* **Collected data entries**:
^^^^^^^^^^^^^^^^

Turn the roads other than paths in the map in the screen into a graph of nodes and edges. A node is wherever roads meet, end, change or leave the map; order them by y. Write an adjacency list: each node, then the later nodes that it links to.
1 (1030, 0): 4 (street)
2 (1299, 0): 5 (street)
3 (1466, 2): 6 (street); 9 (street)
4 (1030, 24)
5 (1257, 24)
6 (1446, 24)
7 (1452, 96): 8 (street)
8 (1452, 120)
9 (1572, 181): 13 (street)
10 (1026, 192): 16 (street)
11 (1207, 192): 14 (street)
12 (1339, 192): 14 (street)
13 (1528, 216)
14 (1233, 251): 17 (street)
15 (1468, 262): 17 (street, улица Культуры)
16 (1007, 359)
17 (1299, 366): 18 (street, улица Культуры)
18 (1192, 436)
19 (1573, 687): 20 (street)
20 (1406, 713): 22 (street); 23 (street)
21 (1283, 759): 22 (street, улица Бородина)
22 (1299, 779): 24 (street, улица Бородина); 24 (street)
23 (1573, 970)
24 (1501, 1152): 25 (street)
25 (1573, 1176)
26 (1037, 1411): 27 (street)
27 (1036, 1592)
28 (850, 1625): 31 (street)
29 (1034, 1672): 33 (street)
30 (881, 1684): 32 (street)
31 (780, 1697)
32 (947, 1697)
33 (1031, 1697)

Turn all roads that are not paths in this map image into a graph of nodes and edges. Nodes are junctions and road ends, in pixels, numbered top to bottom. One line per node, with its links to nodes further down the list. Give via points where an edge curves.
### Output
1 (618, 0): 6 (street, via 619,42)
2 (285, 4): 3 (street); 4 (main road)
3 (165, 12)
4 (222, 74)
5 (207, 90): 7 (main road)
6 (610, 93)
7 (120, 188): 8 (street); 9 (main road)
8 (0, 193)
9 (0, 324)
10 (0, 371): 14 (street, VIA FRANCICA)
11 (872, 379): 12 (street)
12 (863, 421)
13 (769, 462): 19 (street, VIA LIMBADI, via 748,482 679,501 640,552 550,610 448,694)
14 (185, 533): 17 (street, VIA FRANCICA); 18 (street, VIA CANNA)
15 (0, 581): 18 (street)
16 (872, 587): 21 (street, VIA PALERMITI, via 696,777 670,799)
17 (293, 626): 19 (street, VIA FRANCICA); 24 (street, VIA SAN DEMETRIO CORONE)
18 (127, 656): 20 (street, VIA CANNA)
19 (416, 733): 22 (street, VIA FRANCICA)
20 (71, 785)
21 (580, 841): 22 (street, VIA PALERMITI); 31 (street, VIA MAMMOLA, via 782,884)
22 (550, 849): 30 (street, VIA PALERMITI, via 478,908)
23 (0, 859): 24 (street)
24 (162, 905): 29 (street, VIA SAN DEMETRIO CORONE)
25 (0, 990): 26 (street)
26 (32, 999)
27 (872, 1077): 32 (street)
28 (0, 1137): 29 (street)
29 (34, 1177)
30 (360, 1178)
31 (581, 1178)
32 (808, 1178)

^^^^^^^^^^^^^^^^

* **Task to complete**: Please output the records shown above, with every character intact.

* **Output of the exercise**:
Turn the roads other than paths in the map in the screen into a graph of nodes and edges. A node is wherever roads meet, end, change or leave the map; order them by y. Write an adjacency list: each node, then the later nodes that it links to.
1 (1030, 0): 4 (street)
2 (1299, 0): 5 (street)
3 (1466, 2): 6 (street); 9 (street)
4 (1030, 24)
5 (1257, 24)
6 (1446, 24)
7 (1452, 96): 8 (street)
8 (1452, 120)
9 (1572, 181): 13 (street)
10 (1026, 192): 16 (street)
11 (1207, 192): 14 (street)
12 (1339, 192): 14 (street)
13 (1528, 216)
14 (1233, 251): 17 (street)
15 (1468, 262): 17 (street, улица Культуры)
16 (1007, 359)
17 (1299, 366): 18 (street, улица Культуры)
18 (1192, 436)
19 (1573, 687): 20 (street)
20 (1406, 713): 22 (street); 23 (street)
21 (1283, 759): 22 (street, улица Бородина)
22 (1299, 779): 24 (street, улица Бородина); 24 (street)
23 (1573, 970)
24 (1501, 1152): 25 (street)
25 (1573, 1176)
26 (1037, 1411): 27 (street)
27 (1036, 1592)
28 (850, 1625): 31 (street)
29 (1034, 1672): 33 (street)
30 (881, 1684): 32 (street)
31 (780, 1697)
32 (947, 1697)
33 (1031, 1697)

Turn all roads that are not paths in this map image into a graph of nodes and edges. Nodes are junctions and road ends, in pixels, numbered top to bottom. One line per node, with its links to nodes further down the list. Give via points where an edge curves.
### Output
1 (618, 0): 6 (street, via 619,42)
2 (285, 4): 3 (street); 4 (main road)
3 (165, 12)
4 (222, 74)
5 (207, 90): 7 (main road)
6 (610, 93)
7 (120, 188): 8 (street); 9 (main road)
8 (0, 193)
9 (0, 324)
10 (0, 371): 14 (street, VIA FRANCICA)
11 (872, 379): 12 (street)
12 (863, 421)
13 (769, 462): 19 (street, VIA LIMBADI, via 748,482 679,501 640,552 550,610 448,694)
14 (185, 533): 17 (street, VIA FRANCICA); 18 (street, VIA CANNA)
15 (0, 581): 18 (street)
16 (872, 587): 21 (street, VIA PALERMITI, via 696,777 670,799)
17 (293, 626): 19 (street, VIA FRANCICA); 24 (street, VIA SAN DEMETRIO CORONE)
18 (127, 656): 20 (street, VIA CANNA)
19 (416, 733): 22 (street, VIA FRANCICA)
20 (71, 785)
21 (580, 841): 22 (street, VIA PALERMITI); 31 (street, VIA MAMMOLA, via 782,884)
22 (550, 849): 30 (street, VIA PALERMITI, via 478,908)
23 (0, 859): 24 (street)
24 (162, 905): 29 (street, VIA SAN DEMETRIO CORONE)
25 (0, 990): 26 (street)
26 (32, 999)
27 (872, 1077): 32 (street)
28 (0, 1137): 29 (street)
29 (34, 1177)
30 (360, 1178)
31 (581, 1178)
32 (808, 1178)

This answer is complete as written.